Task to complete =>
Go to the line with "pinky mcp: (271, 181)" in the material below and copy from there through the line with "index mcp: (882, 876)", exactly. Pictures are not copied.

-- Provided data follows --

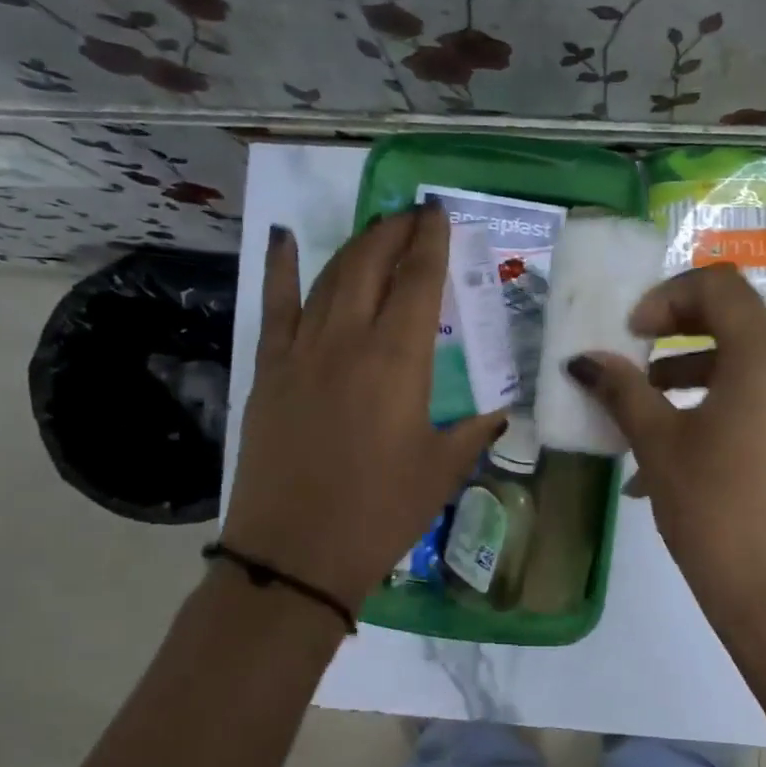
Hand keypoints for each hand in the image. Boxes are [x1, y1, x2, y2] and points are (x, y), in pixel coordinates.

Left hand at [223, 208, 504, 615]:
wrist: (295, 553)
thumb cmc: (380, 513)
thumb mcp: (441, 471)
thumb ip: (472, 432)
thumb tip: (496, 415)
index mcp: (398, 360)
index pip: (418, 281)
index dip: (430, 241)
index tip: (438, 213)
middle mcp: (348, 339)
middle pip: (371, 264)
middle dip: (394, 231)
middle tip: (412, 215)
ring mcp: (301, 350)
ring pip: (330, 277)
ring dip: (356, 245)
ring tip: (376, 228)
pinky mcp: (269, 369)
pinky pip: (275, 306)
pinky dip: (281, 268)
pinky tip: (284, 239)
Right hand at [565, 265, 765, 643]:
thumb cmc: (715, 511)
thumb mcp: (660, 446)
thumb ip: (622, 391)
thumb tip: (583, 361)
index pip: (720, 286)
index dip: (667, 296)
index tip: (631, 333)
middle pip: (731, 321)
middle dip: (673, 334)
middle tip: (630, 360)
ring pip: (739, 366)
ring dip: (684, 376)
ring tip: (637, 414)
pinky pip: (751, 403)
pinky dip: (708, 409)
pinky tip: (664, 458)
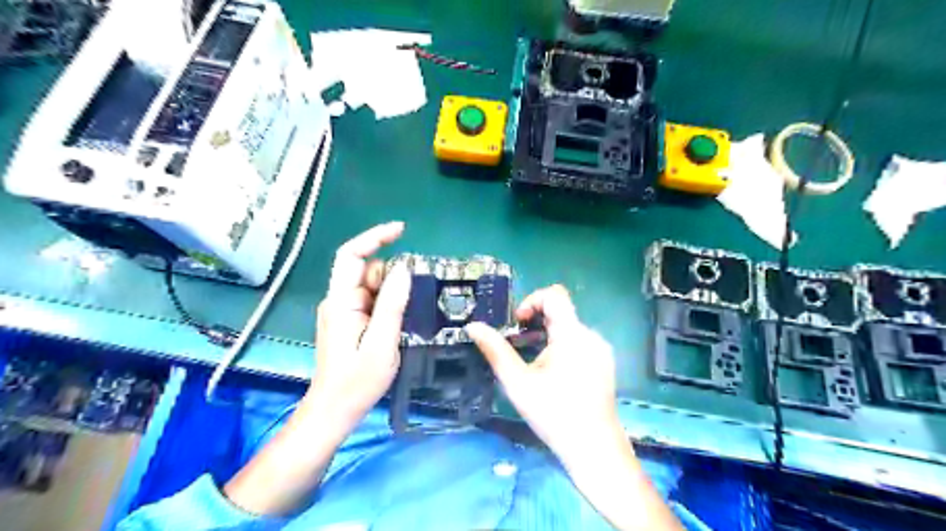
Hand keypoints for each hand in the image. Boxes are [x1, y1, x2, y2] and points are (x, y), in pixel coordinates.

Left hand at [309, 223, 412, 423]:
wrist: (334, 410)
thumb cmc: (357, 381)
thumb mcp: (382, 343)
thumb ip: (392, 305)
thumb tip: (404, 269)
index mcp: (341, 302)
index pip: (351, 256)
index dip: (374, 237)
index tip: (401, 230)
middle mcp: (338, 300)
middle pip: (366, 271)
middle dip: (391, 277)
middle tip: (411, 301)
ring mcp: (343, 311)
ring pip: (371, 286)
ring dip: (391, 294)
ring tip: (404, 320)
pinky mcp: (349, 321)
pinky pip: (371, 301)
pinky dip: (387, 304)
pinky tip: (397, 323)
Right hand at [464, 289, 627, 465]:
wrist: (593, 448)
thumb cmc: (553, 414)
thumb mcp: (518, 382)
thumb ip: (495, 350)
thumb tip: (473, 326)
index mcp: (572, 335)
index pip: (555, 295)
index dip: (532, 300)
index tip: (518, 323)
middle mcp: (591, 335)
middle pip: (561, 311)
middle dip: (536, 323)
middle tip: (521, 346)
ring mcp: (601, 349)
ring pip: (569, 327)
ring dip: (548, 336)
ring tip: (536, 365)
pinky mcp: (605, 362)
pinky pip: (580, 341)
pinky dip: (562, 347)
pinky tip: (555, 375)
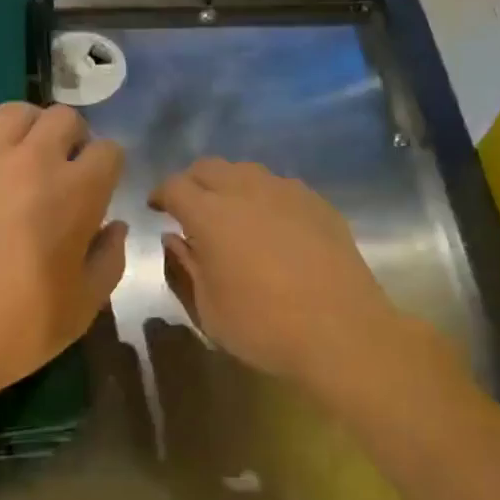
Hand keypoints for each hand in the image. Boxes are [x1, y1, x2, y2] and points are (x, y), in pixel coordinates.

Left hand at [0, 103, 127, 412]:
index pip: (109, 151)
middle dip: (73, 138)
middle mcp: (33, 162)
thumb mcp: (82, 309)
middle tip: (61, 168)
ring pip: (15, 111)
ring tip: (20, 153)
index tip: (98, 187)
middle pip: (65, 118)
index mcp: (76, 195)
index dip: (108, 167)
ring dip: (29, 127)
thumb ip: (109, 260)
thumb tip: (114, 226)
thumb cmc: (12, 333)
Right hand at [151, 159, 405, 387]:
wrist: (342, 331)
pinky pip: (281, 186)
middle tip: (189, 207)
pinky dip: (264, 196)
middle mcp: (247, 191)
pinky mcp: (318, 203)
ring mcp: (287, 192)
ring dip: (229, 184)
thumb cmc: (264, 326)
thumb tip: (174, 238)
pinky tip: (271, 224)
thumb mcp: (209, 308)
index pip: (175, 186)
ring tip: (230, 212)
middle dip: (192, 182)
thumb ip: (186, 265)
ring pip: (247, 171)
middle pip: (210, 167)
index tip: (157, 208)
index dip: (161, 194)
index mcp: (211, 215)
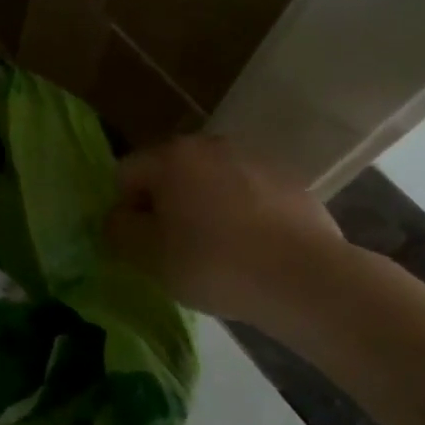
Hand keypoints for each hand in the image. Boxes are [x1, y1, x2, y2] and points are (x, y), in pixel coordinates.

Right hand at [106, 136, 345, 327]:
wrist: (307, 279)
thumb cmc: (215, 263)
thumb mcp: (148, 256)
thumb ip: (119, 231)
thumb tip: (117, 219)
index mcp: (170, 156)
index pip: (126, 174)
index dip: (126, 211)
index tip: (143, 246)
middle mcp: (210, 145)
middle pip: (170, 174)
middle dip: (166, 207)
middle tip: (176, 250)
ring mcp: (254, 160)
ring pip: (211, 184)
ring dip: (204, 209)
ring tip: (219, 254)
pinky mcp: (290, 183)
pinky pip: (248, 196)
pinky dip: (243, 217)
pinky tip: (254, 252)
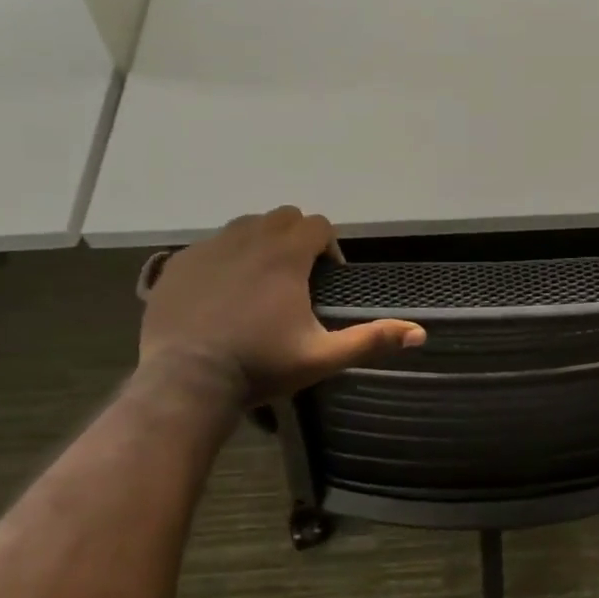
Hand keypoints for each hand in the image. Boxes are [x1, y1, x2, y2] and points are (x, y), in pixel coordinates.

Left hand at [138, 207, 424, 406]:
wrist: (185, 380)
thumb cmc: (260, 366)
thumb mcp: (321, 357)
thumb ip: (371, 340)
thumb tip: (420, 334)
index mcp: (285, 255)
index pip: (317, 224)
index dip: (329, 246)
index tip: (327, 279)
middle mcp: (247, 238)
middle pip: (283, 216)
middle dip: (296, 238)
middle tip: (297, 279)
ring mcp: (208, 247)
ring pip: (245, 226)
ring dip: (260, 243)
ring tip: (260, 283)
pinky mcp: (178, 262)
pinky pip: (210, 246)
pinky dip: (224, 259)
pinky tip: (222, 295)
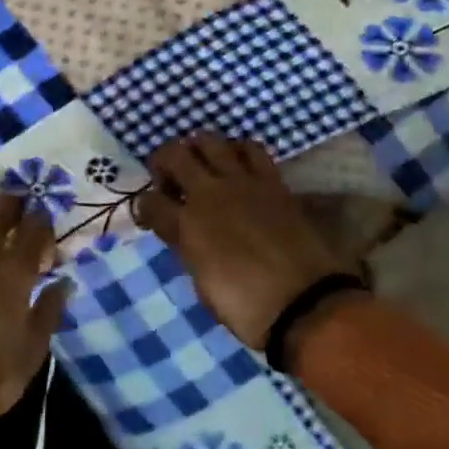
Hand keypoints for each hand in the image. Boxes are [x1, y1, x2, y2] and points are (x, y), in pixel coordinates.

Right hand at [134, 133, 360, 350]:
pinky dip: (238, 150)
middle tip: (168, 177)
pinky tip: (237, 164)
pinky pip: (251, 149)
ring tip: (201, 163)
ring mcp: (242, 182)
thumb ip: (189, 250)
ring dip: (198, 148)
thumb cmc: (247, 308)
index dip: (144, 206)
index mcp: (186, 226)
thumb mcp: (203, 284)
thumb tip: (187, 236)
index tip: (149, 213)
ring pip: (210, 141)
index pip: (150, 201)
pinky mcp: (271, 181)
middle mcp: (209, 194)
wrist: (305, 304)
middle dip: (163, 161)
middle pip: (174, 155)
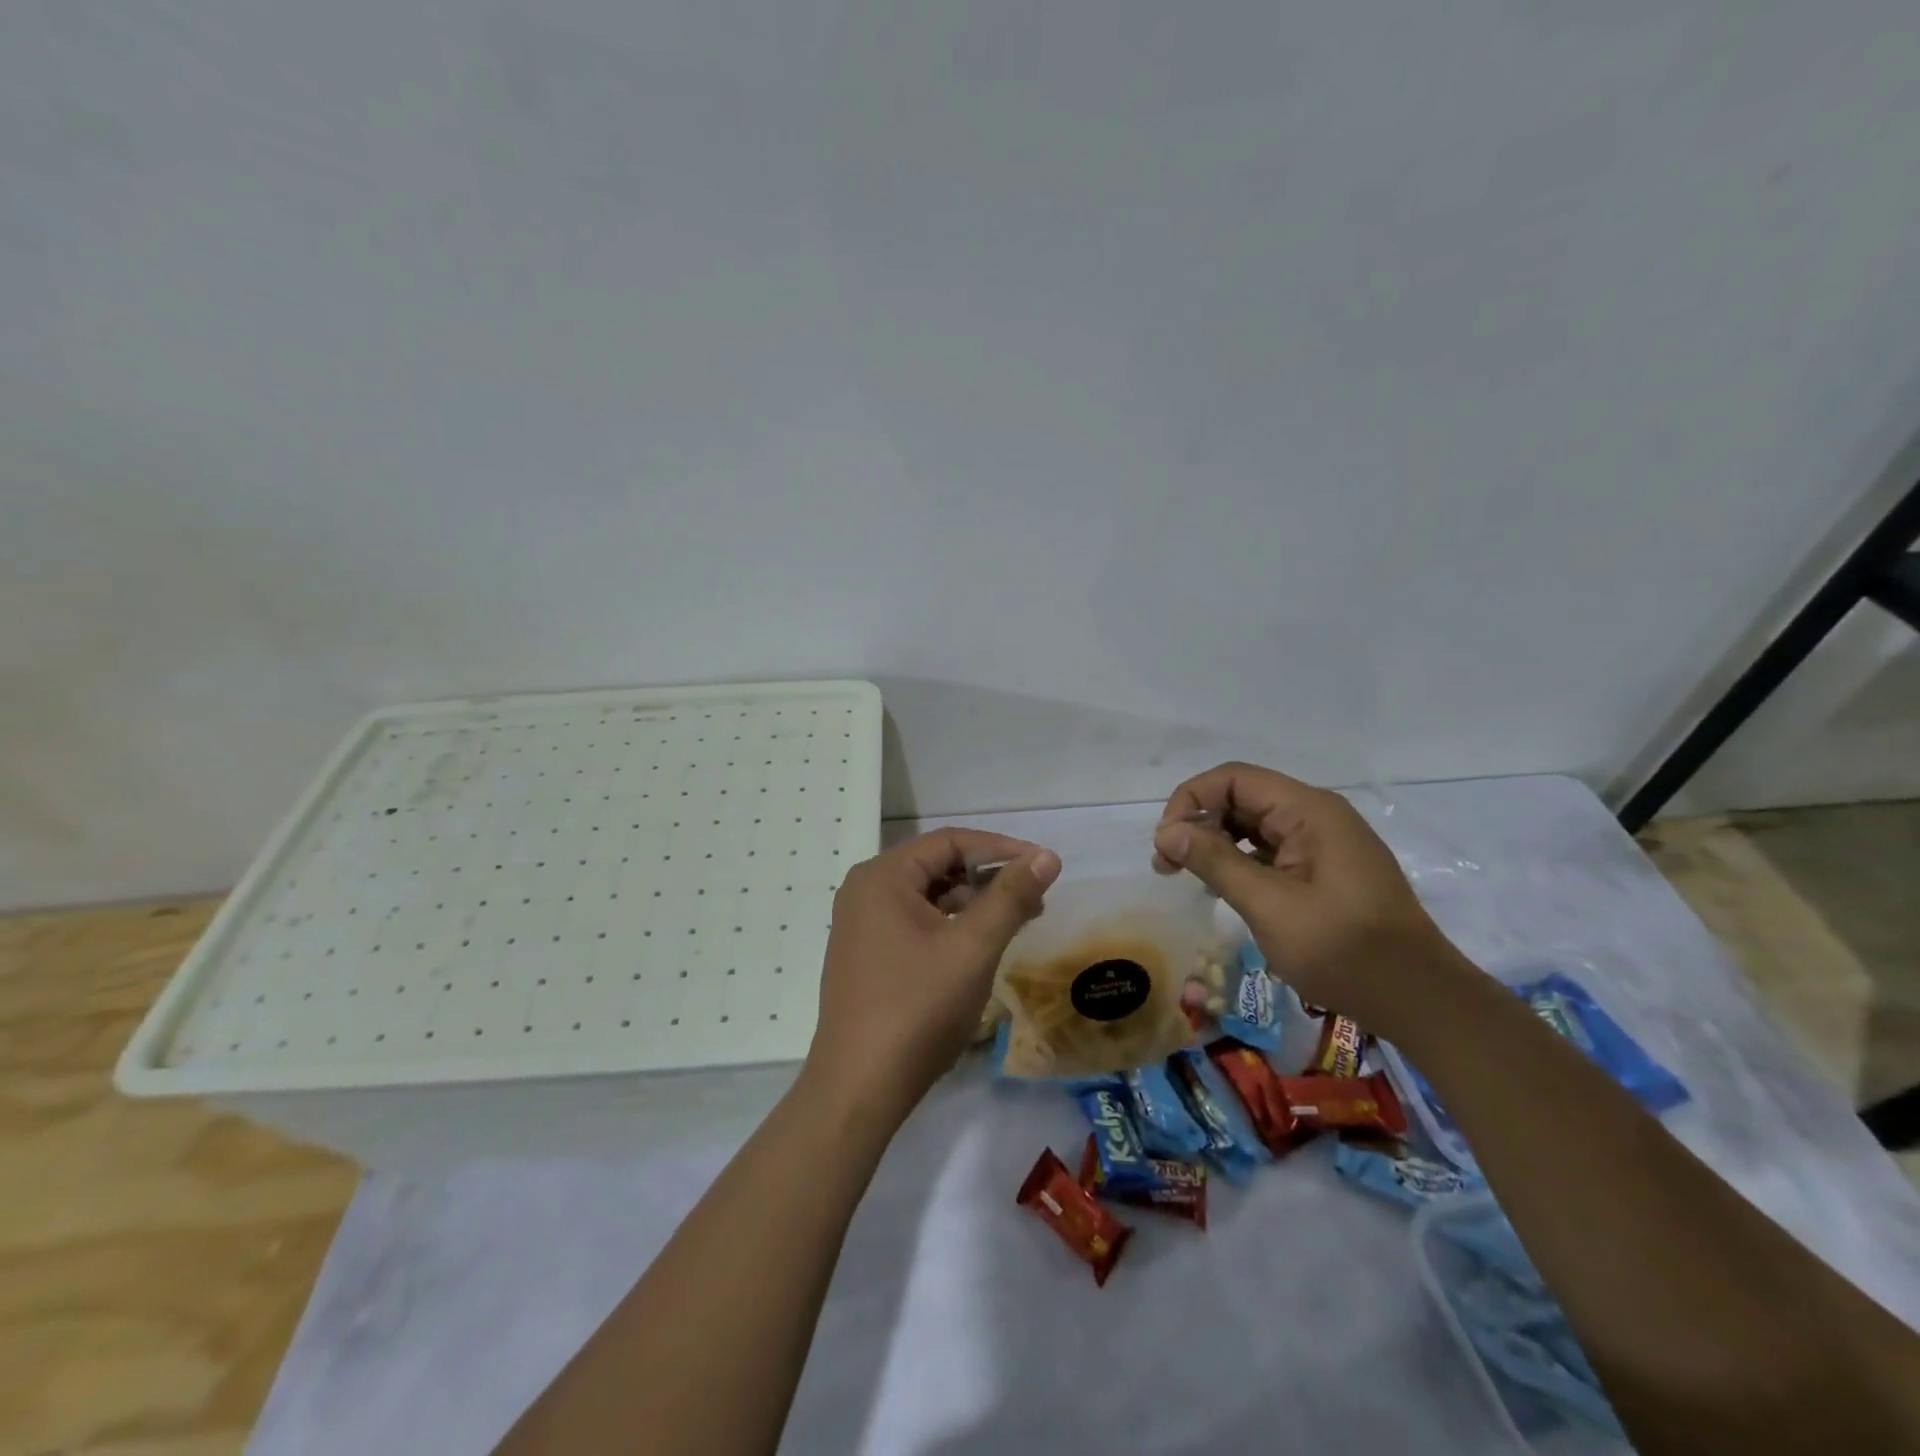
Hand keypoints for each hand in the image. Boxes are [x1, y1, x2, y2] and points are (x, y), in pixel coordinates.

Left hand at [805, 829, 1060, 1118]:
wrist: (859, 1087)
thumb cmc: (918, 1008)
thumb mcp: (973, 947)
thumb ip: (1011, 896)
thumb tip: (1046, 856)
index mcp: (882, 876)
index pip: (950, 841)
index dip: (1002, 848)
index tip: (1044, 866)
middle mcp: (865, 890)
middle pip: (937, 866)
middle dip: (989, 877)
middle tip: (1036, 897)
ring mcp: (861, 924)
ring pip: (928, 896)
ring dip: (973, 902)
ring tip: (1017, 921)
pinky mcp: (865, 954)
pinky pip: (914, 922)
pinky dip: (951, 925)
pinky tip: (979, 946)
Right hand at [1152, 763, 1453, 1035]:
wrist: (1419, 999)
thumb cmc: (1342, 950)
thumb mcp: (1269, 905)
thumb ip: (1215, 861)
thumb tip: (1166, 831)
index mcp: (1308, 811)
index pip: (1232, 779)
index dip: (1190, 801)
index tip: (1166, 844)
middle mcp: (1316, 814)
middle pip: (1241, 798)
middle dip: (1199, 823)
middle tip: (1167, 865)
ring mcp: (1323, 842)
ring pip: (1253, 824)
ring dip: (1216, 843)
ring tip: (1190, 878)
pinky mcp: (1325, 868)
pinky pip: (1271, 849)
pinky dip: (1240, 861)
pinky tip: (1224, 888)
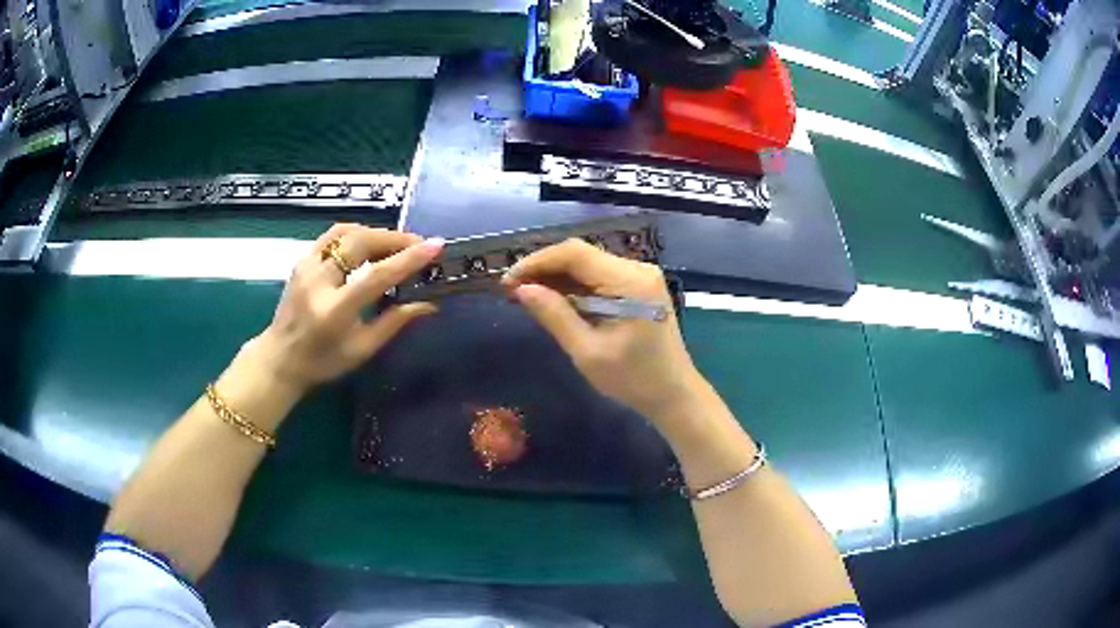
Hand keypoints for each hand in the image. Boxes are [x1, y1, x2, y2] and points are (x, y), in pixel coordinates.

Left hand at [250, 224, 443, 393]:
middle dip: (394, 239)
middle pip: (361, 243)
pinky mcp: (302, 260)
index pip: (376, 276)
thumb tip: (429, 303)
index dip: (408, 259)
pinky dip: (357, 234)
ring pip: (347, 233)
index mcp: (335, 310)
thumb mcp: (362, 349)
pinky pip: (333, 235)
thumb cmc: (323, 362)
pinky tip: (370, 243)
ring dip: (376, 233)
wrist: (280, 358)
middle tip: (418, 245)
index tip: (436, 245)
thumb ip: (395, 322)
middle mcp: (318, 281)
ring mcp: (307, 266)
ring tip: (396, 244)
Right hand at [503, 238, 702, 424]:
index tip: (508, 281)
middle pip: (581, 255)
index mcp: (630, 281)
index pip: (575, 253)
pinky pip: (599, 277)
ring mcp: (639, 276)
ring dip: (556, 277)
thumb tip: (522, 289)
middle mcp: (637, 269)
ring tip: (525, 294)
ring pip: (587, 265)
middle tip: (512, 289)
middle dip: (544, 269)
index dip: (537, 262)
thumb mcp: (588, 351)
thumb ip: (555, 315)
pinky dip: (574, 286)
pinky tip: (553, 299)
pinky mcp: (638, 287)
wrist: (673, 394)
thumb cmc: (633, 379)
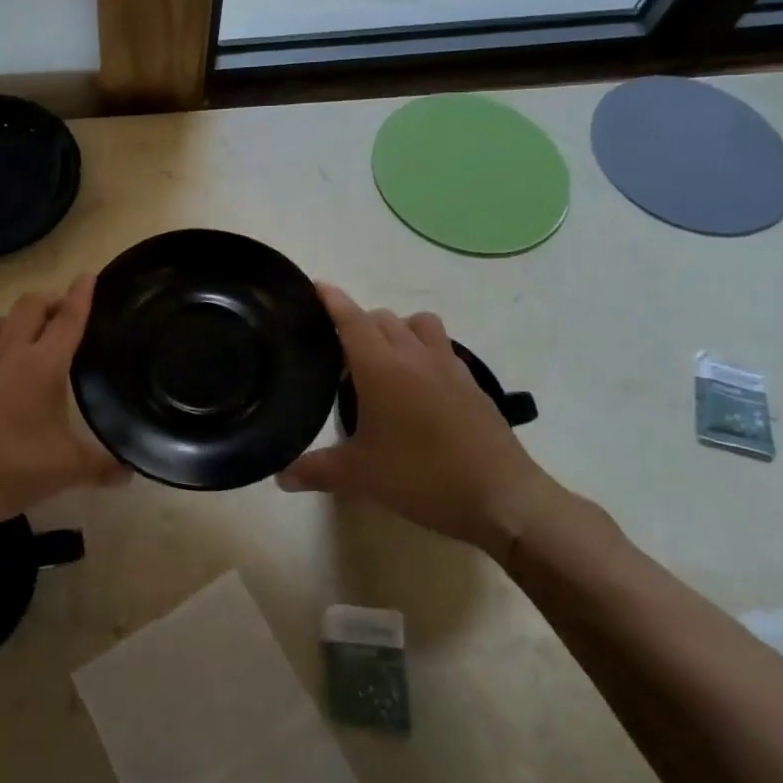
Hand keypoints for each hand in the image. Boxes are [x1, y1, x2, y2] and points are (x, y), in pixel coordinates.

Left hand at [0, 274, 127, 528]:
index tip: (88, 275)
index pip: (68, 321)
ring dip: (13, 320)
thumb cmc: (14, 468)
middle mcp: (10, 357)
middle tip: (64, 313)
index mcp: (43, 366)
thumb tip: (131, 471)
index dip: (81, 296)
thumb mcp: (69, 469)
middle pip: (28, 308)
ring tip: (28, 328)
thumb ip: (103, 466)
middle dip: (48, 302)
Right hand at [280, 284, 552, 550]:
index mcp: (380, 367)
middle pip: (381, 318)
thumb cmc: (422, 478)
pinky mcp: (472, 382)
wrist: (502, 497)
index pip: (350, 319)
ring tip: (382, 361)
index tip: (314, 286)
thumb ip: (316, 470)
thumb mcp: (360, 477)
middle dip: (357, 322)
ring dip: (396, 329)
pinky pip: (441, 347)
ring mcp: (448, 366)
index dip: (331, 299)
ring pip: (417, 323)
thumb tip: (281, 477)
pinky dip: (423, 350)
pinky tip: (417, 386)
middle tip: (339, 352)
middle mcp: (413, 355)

-- Provided data concluded --

Answer =>
pinky mcp: (271, 181)
middle mcp: (209, 194)
wrist: (305, 304)
middle dip: (163, 161)
middle pip: (174, 155)
Hand keypoints for each hand in the image. Boxes are [x1, y1, x2, y2] and points are (x, y), in pixel coordinates.

Left hand at [805, 829, 1060, 1118]:
wrist: (859, 1087)
thumb cmc: (918, 1008)
thumb mcp: (973, 947)
thumb ip: (1011, 896)
thumb tip: (1046, 856)
index mcp: (882, 876)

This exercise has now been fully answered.